# MediaXpander on Alpine Head Units, good or no?



## turbinez (May 7, 2009)

I have an Alpine CDA-9833 with thix MX option, It really makes my music come alive. I am wondering if you guys use this or not? And when tuning your system like xover points, eq, should you have MX mode off?


----------



## dawgdan (Aug 10, 2006)

I was just playing around with this today on my way to work. I've been around the car audio scene for a long time, and I've always gone with the conventional thinking that any sort of compression or loudness is an absolute sin. but I've gotten a little bored with my setup lately and started messing with it.

I listen to my iPod 99% of the time (and XM). My 9887 has three levels of MX. MX2 and MX3 were too much to handle. But MX1 REALLY woke my system up. I mean, a LOT.


----------



## turbinez (May 7, 2009)

That is the same MX setting I am using also. MX Level 1 and it sounds really great on all my sources. It really does make my music come alive. Since I listen to a lot of old 80's stuff which lacks a lot of bass or clarity. MX Level 3 is a bit too much for me. I find 1 to be the best.


----------



## sk3383 (Apr 1, 2009)

By saying the MX feature makes the "music come alive", I agree that it enhances low end frequecies but I also find that it makes the original recordings sound artificial or unnatural. The feature definately will bring some kick...

If your Alpine deck has MX, it more than likely has advanced bass controls. I find you will have better results fine tuning the bass frequency, levels and bass width controls. This will bring some life to your low end without altering the actual recordings.


----------



## frankmehta (Jan 20, 2009)

so what exactly does MX do? Anyone have a graph of the before and after?


----------



## Oliver (Jun 25, 2007)

quote


MediaXpander
Alpine's MediaXpander function (MX) restores audio information lost in the recording and compression processes. On Alpine's 2004 head units, you can apply MediaXpander to six different sources (FM, CD, MP3/WMA/XM, Music DVD, Video DVD, and AUX). You can also adjust the MX in one of three "expansion modes."

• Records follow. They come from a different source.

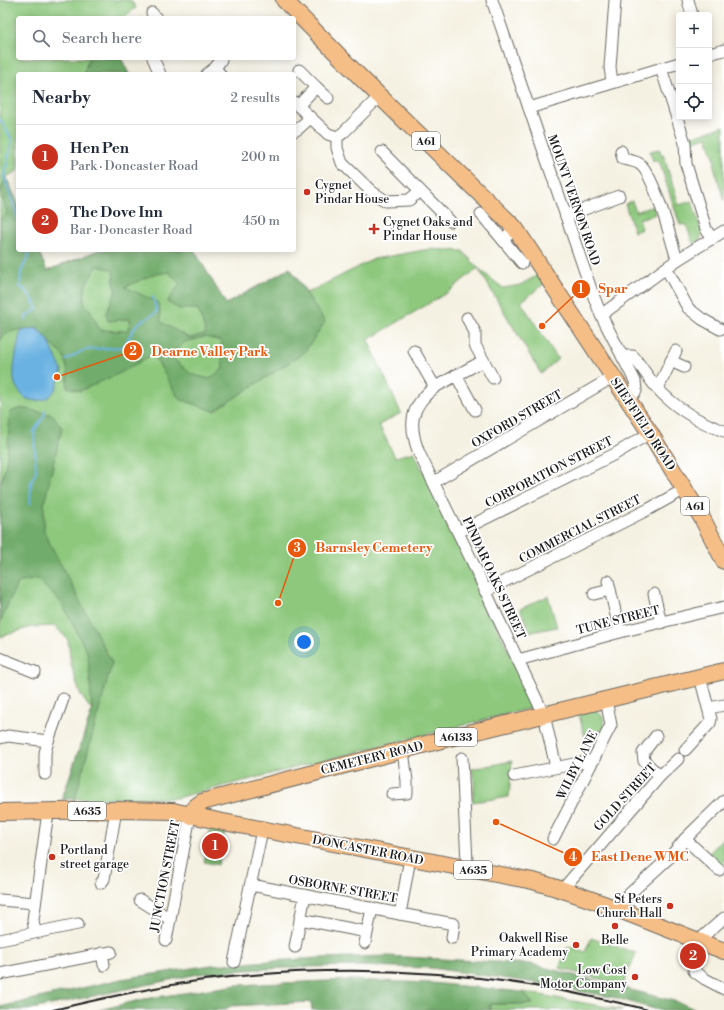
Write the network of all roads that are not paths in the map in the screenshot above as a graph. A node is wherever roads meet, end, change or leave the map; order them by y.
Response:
1 (284, 0) edge
2 (492, 0) edge
3 (615, 0) edge
4 (688, 0) edge
5 (691, 12) edge
6 (723, 53) edge
7 (712, 54) edge
8 (154, 60) edge
9 (676, 64) edge
10 (661, 68) junction
11 (299, 70) dead end
12 (159, 72) edge
13 (612, 82) junction
14 (316, 87) junction
15 (380, 96) junction
16 (328, 98) dead end
17 (296, 104) edge
18 (529, 108) junction
19 (310, 118) junction
20 (296, 130) edge
21 (336, 137) junction
22 (620, 151) dead end
23 (382, 152) dead end
24 (420, 191) junction
25 (620, 196) dead end
26 (481, 214) dead end
27 (566, 216) junction
28 (450, 221) dead end
29 (515, 228) junction
30 (723, 232) edge
31 (712, 239) junction
32 (503, 240) junction
33 (677, 260) junction
34 (522, 263) dead end
35 (666, 268) junction
36 (601, 315) junction
37 (467, 318) dead end
38 (720, 329) dead end
39 (414, 351) dead end
40 (623, 358) junction
41 (483, 361) junction
42 (684, 367) dead end
43 (456, 375) junction
44 (613, 377) junction
45 (493, 378) dead end
46 (435, 387) junction
47 (658, 388) junction
48 (628, 401) junction
49 (475, 410) dead end
50 (724, 431) edge
51 (650, 433) junction
52 (434, 482) junction
53 (685, 489) junction
54 (458, 532) junction
55 (724, 561) edge
56 (486, 590) junction
57 (594, 594) dead end
58 (654, 594) dead end
59 (724, 607) edge
60 (661, 623) junction
61 (620, 632) junction
62 (0, 658) edge
63 (518, 660) junction
64 (724, 671) edge
65 (35, 672) dead end
66 (700, 677) junction
67 (63, 699) dead end
68 (606, 700) junction
69 (724, 705) edge
70 (708, 708) junction
71 (544, 715) junction
72 (656, 736) dead end
73 (0, 738) edge
74 (48, 741) junction
75 (403, 751) junction
76 (462, 758) dead end
77 (594, 760) junction
78 (556, 767) junction
79 (44, 774) dead end
80 (514, 776) dead end
81 (660, 776) junction
82 (392, 794) dead end
83 (208, 801) junction
84 (722, 806) edge
85 (116, 810) junction
86 (173, 811) junction
87 (0, 812) edge
88 (48, 812) junction
89 (190, 816) junction
90 (213, 821) junction
91 (262, 830) junction
92 (553, 839) dead end
93 (685, 839) junction
94 (410, 858) junction
95 (466, 869) junction
96 (719, 870) dead end
97 (101, 883) dead end
98 (251, 885) junction
99 (562, 890) junction
100 (305, 895) junction
101 (0, 900) edge
102 (140, 900) dead end
103 (35, 903) junction
104 (372, 908) junction
105 (615, 909) junction
106 (400, 914) junction
107 (300, 918) junction
108 (724, 918) edge
109 (170, 919) junction
110 (78, 924) dead end
111 (35, 932) junction
112 (452, 938) dead end
113 (0, 940) edge
114 (166, 940) dead end
115 (698, 941) junction
116 (294, 947) dead end
117 (724, 951) edge
118 (234, 962) dead end
119 (104, 965) dead end
120 (694, 971) dead end
121 (0, 974) edge
122 (724, 989) edge

1 - 15 highway, A61
2 - 18 street, MOUNT VERNON ROAD
3 - 13 street
4 - 5 street
6 - 7 street
8 - 12 street
9 - 10 street
10 - 13 street
10 - 31 street
11 - 14 street
13 - 18 street
14 - 16 street
14 - 17 street
15 - 21 street
15 - 29 highway, A61
17 - 19 street
18 - 27 street, MOUNT VERNON ROAD
19 - 20 street
19 - 21 street
21 - 24 street
22 - 33 street
23 - 24 street
24 - 28 street
25 - 27 street
26 - 32 street
27 - 36 street, MOUNT VERNON ROAD
29 - 32 street
29 - 44 highway, SHEFFIELD ROAD / A61
30 - 31 street
31 - 33 street
32 - 34 street
33 - 35 street
35 - 36 street
35 - 38 street
36 - 40 street, MOUNT VERNON ROAD
37 - 41 street
39 - 46 street
40 - 47 street
40 - 48 street, MOUNT VERNON ROAD
41 - 43 street, PINDAR OAKS STREET
41 - 45 street
42 - 47 street
43 - 46 street, PINDAR OAKS STREET
43 - 49 street
44 - 48 highway, SHEFFIELD ROAD / A61
44 - 52 street, OXFORD STREET
46 - 52 street, PINDAR OAKS STREET
47 - 50 street
48 - 51 highway, SHEFFIELD ROAD / A61
51 - 53 highway, SHEFFIELD ROAD / A61
51 - 54 street, CORPORATION STREET
52 - 54 street, PINDAR OAKS STREET
53 - 55 highway, SHEFFIELD ROAD / A61
53 - 56 street, COMMERCIAL STREET
54 - 56 street, PINDAR OAKS STREET
56 - 63 street, PINDAR OAKS STREET
57 - 61 street
58 - 60 street
59 - 60 street, TUNE STREET
60 - 61 street, TUNE STREET
61 - 63 street, TUNE STREET
62 - 65 street
63 - 71 street, PINDAR OAKS STREET
64 - 66 highway, CEMETERY ROAD / A6133
66 - 68 highway, CEMETERY ROAD / A6133
66 - 70 street
67 - 74 street
68 - 71 highway, CEMETERY ROAD / A6133
68 - 77 street, WILBY LANE
69 - 70 street
70 - 81 street, GOLD STREET
71 - 75 highway, CEMETERY ROAD / A6133
71 - 78 street, PINDAR OAKS STREET
72 - 81 street
73 - 74 street
74 - 79 street
75 - 82 street
75 - 83 highway, CEMETERY ROAD / A6133
76 - 95 street
77 - 78 street
77 - 92 street, WILBY LANE
78 - 80 street
81 - 99 street, GOLD STREET
83 - 86 highway, A6133
83 - 89 highway
83 - 90 highway
84 - 93 street
85 - 86 highway, DONCASTER ROAD / A635
85 - 88 highway, DONCASTER ROAD / A635
85 - 97 street
86 - 89 highway, DONCASTER ROAD / A635
87 - 88 highway, DONCASTER ROAD / A635
88 - 103 street
89 - 90 highway, DONCASTER ROAD / A635
89 - 109 street, JUNCTION STREET
90 - 91 highway, DONCASTER ROAD / A635
91 - 94 highway, DONCASTER ROAD / A635
91 - 98 street
93 - 96 street
93 - 105 street
94 - 95 highway, DONCASTER ROAD / A635
94 - 106 street, OSBORNE STREET
95 - 99 highway, DONCASTER ROAD / A635
98 - 100 street, OSBORNE STREET
98 - 118 street
99 - 105 highway, DONCASTER ROAD / A635
100 - 104 street, OSBORNE STREET
100 - 107 street
101 - 103 street
102 - 109 street
103 - 111 street
104 - 106 street, OSBORNE STREET
104 - 107 street
105 - 115 highway, DONCASTER ROAD / A635
106 - 112 street
107 - 116 street
108 - 115 street
109 - 114 street, JUNCTION STREET
110 - 111 street
111 - 113 street
115 - 117 highway, DONCASTER ROAD / A635
119 - 121 street
120 - 122 street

MediaXpander treats each source slightly differently — FM radio, for example, can only broadcast between 50 - 15,000 Hz, so crucial information is packed into the midrange frequencies between 350 Hz and 2,000 Hz. Therefore, MediaXpander targets the midrange and enhances the clarity of vocals on FM. According to Steve Piceno, Product Marketing Specialist at Alpine, the head unit can differentiate what type of media you are playing when the changer is in use, and apply the proper MX setting. "So if you have a changer that contains a store-bought CD-DA album, and a CD that contains folders with MP3 files, the head unit will recognize what type of media it is and assign the appropriate MX compression settings — MP3 MX or CD MX," Piceno told me.

But does it work?
Yes. Despite my early misgivings, MediaXpander proved itself to be much more than just a glorified "Loudness" button. MediaXpander opened up Neil Young's reverb-drenched epic "On the Beach," for example, into a broad musical canvas etched in stark relief with Young's scraggly guitar lines. Hard-hitting tracks like The Mooney Suzuki's "It's Not Easy" benefited from the enhanced high-frequency treatment. The tambourine is nearly eclipsed behind drummer Sam Rockwell's vicious ride cymbal on my iPod's earbuds; but listening to the track in my car with the MediaXpander on, the tambourine emerged as a distinct instrument in its own right, the soundstage tightened, and the music was more focused in general. 

quote


----------